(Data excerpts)
Content starts

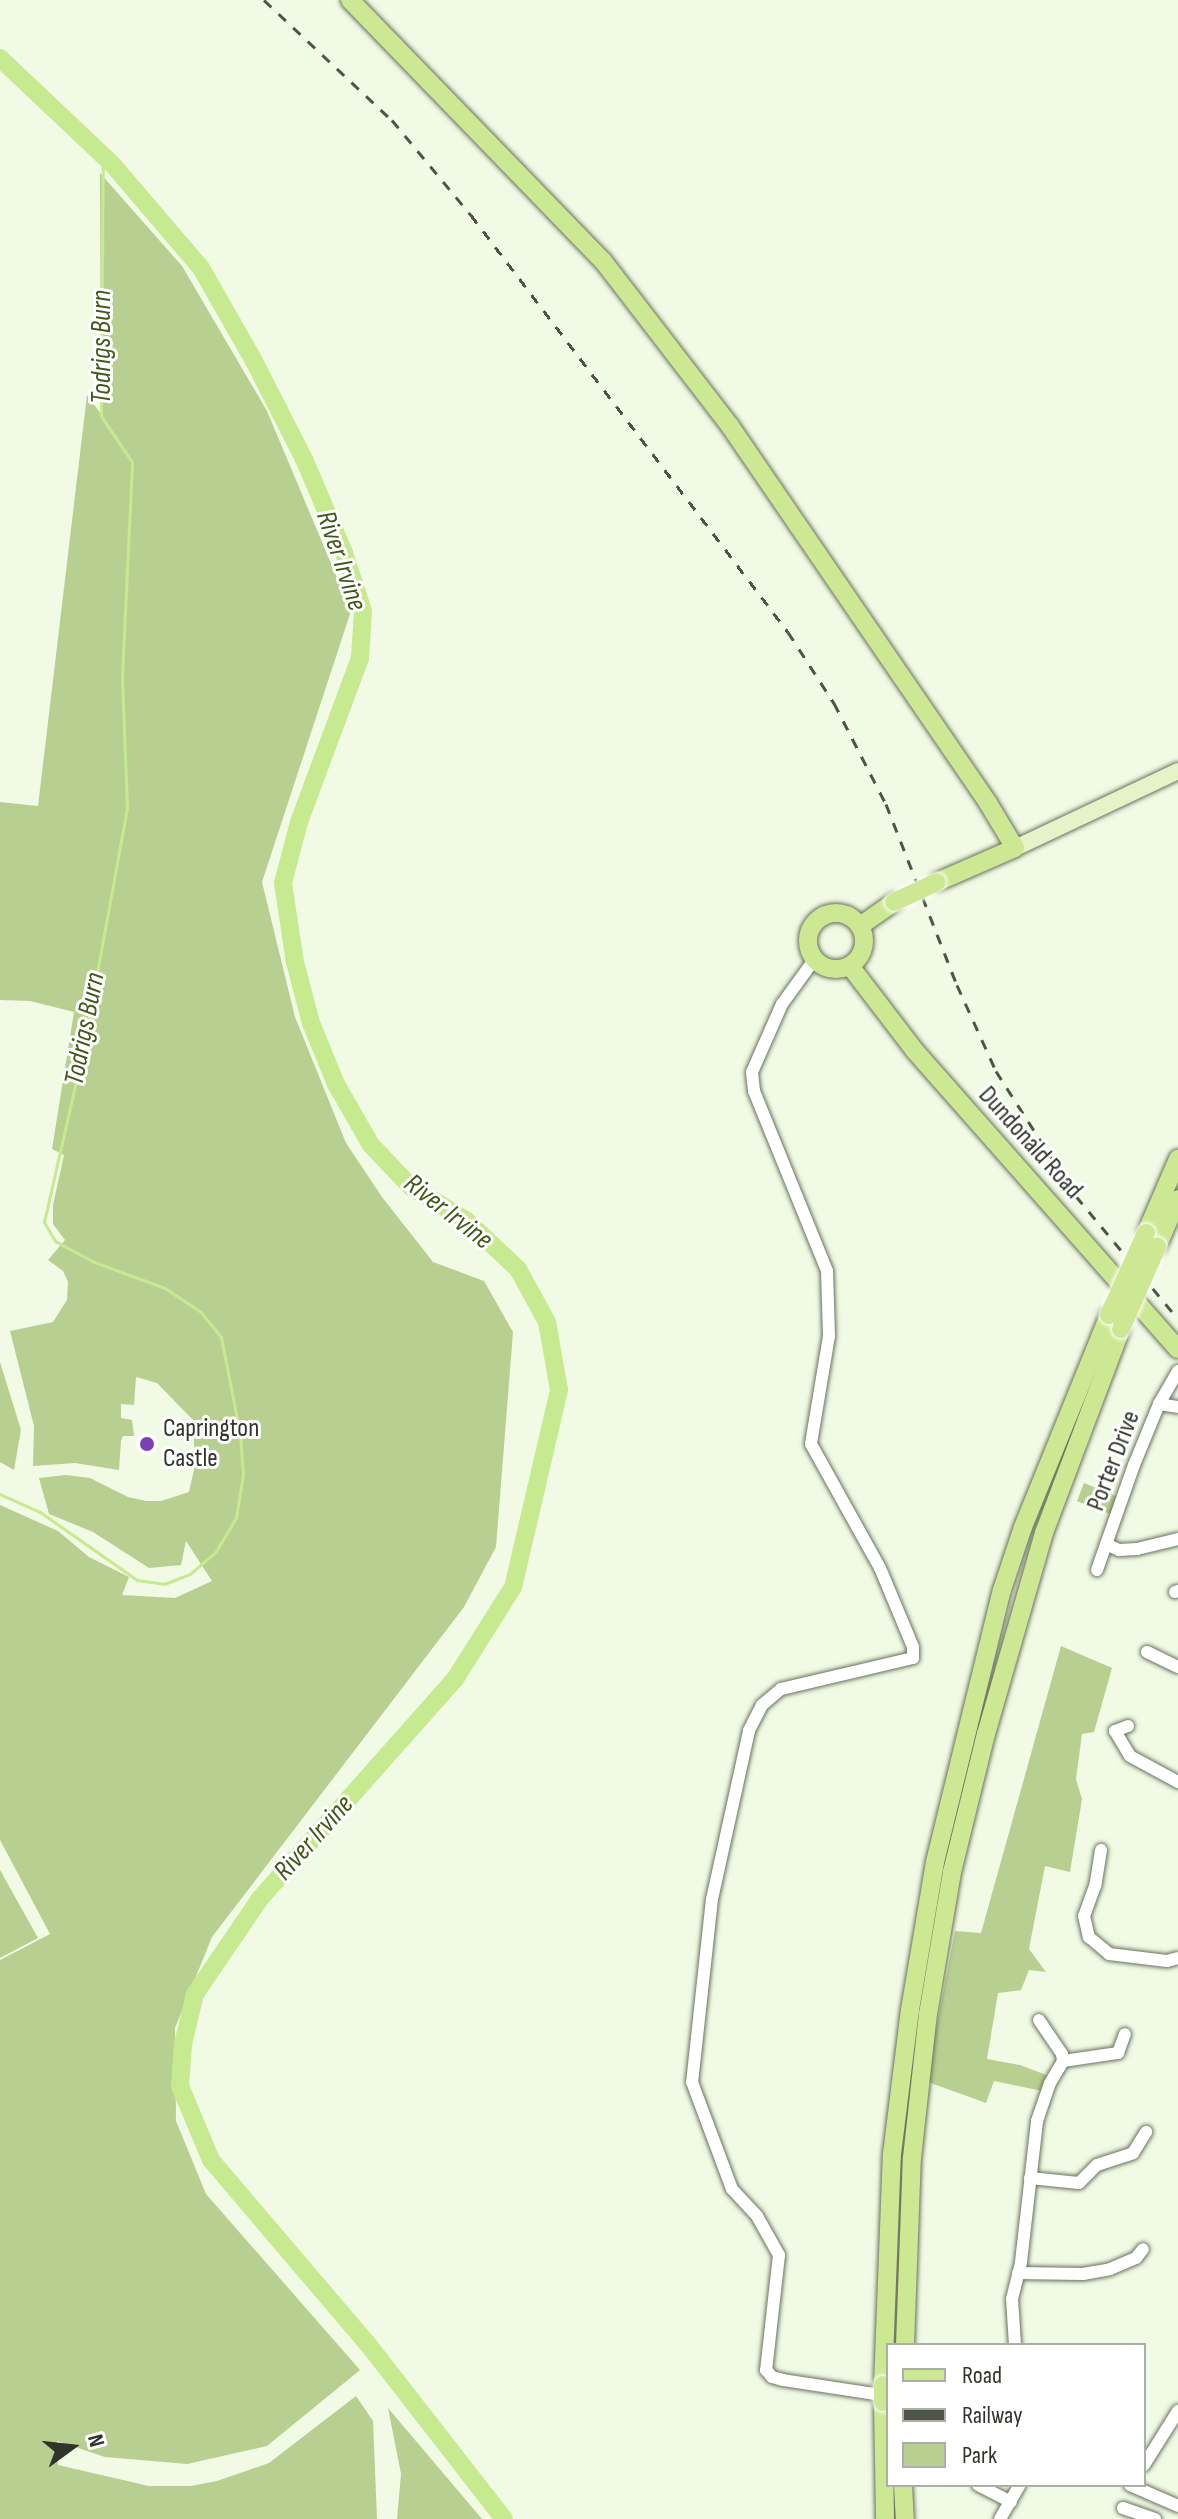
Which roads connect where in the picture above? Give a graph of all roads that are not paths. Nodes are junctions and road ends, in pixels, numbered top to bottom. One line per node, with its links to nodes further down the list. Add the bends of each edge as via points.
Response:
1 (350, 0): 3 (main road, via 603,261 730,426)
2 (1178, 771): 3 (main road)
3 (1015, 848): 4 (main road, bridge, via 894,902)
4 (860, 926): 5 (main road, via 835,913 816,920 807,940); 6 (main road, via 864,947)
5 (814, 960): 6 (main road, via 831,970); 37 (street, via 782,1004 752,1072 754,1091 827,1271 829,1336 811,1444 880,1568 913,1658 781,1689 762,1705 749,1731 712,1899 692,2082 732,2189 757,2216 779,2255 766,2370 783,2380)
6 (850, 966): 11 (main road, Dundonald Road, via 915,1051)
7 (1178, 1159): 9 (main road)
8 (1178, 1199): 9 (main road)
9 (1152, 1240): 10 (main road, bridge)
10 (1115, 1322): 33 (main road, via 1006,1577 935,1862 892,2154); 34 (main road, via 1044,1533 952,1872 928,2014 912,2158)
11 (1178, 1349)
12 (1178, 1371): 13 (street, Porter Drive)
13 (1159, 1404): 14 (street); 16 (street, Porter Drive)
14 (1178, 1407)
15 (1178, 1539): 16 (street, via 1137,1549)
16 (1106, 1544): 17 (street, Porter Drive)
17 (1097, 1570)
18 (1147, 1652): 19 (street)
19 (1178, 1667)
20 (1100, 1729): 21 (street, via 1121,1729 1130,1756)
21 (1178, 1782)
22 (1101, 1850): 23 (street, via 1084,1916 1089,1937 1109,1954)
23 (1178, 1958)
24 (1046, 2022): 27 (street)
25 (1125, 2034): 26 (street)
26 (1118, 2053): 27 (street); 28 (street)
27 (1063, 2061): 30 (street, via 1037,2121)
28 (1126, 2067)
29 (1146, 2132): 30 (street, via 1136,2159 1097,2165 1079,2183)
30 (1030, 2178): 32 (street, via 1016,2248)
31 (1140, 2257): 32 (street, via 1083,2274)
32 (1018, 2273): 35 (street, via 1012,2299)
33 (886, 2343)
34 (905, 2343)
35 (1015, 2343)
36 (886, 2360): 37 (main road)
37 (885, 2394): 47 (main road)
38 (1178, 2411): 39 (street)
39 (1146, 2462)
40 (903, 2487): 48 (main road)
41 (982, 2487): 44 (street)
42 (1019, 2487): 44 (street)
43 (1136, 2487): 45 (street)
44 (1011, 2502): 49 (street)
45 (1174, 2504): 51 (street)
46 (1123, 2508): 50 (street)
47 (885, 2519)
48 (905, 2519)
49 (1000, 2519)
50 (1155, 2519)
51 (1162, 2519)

Content ends
Content starts

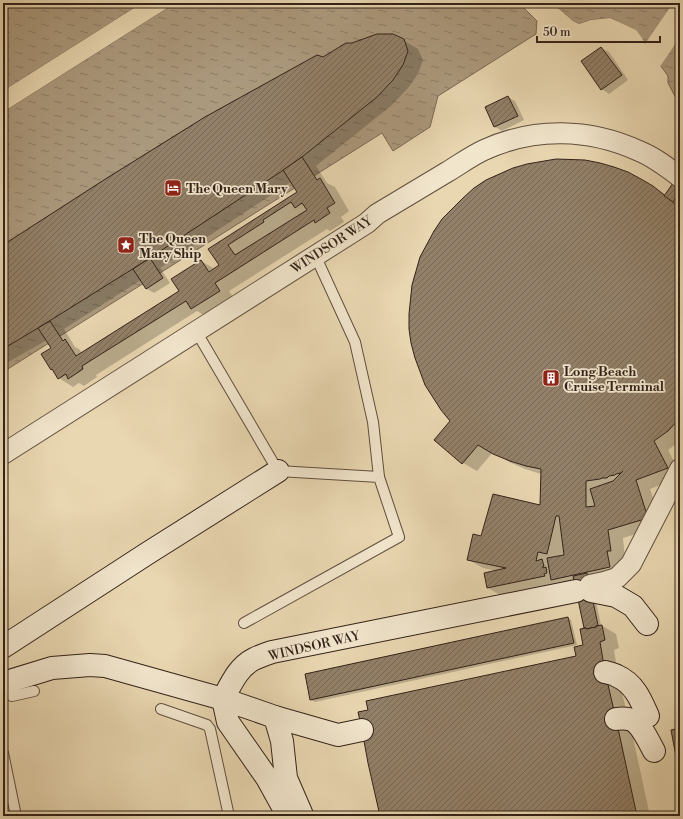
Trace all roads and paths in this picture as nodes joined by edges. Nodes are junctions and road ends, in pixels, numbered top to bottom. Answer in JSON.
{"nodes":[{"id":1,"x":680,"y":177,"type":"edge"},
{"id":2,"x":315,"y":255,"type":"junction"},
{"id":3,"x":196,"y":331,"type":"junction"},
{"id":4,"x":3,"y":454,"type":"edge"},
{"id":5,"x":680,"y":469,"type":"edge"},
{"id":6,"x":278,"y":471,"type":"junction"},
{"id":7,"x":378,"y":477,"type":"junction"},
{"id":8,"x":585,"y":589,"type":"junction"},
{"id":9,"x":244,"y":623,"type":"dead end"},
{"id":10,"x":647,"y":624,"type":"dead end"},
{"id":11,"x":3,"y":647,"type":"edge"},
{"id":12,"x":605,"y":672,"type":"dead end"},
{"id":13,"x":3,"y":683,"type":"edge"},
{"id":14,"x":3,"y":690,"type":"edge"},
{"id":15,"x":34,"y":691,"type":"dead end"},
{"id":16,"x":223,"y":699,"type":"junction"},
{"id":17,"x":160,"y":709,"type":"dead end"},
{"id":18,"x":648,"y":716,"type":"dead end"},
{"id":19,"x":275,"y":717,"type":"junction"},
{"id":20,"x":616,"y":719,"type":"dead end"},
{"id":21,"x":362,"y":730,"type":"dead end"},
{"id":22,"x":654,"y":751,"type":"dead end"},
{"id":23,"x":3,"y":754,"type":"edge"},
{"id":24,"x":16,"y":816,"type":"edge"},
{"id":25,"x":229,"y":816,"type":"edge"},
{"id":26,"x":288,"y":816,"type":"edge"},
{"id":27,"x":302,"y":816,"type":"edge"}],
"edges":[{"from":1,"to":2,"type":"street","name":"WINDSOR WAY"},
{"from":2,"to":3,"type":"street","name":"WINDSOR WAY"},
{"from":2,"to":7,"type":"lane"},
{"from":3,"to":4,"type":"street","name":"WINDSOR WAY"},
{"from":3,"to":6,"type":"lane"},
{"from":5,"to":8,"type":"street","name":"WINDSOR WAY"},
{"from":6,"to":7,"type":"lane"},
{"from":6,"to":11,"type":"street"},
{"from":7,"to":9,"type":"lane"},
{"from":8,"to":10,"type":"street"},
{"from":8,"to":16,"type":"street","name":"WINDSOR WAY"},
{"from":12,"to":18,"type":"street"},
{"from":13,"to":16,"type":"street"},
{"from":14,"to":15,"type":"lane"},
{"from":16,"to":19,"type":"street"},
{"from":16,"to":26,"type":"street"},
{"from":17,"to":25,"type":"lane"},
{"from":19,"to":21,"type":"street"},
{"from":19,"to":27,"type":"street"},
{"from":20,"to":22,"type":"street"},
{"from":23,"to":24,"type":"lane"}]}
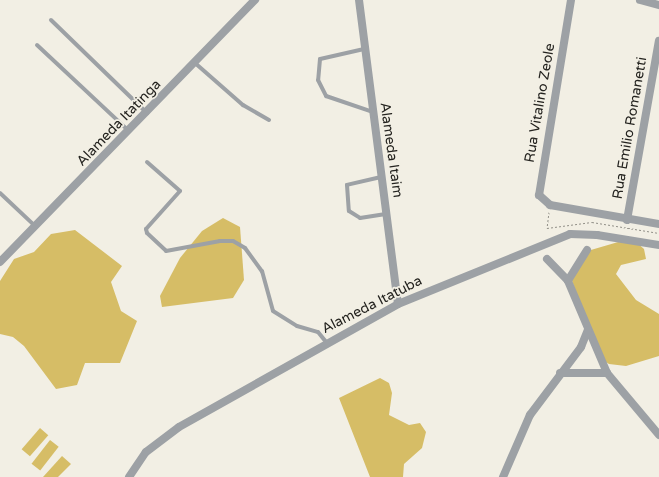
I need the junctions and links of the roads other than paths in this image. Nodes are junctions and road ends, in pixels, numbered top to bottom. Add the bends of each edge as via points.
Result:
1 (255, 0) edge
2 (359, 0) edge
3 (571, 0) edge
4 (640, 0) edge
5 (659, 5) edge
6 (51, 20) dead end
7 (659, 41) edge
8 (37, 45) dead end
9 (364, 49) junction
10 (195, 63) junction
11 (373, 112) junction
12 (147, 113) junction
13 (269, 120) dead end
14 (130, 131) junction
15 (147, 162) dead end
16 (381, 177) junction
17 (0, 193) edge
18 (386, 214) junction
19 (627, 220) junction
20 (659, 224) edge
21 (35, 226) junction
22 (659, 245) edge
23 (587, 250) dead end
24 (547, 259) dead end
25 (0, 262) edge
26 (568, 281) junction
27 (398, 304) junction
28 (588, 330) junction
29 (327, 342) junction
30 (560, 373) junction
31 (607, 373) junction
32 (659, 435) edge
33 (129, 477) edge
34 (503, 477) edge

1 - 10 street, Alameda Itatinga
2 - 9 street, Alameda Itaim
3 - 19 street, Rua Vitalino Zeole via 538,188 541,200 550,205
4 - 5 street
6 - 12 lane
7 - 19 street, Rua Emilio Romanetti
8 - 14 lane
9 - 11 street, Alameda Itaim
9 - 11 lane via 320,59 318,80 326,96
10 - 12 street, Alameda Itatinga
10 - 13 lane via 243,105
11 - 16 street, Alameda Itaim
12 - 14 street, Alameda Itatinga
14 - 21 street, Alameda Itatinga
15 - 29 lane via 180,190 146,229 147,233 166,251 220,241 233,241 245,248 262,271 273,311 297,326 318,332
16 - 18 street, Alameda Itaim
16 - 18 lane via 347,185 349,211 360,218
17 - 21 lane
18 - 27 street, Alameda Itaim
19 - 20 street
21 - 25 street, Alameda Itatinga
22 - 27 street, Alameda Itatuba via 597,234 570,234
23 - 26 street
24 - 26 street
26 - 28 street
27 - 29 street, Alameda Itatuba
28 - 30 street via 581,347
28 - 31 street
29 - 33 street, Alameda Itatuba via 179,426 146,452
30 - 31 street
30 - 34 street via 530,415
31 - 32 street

Content ends

The answer must be every line of the records that holds the string "WINDSOR".

== REPLY ==
"edges":[{"from":1,"to":2,"type":"street","name":"WINDSOR WAY"},
{"from":2,"to":3,"type":"street","name":"WINDSOR WAY"},
{"from":3,"to":4,"type":"street","name":"WINDSOR WAY"},
{"from":5,"to":8,"type":"street","name":"WINDSOR WAY"},
{"from":8,"to":16,"type":"street","name":"WINDSOR WAY"},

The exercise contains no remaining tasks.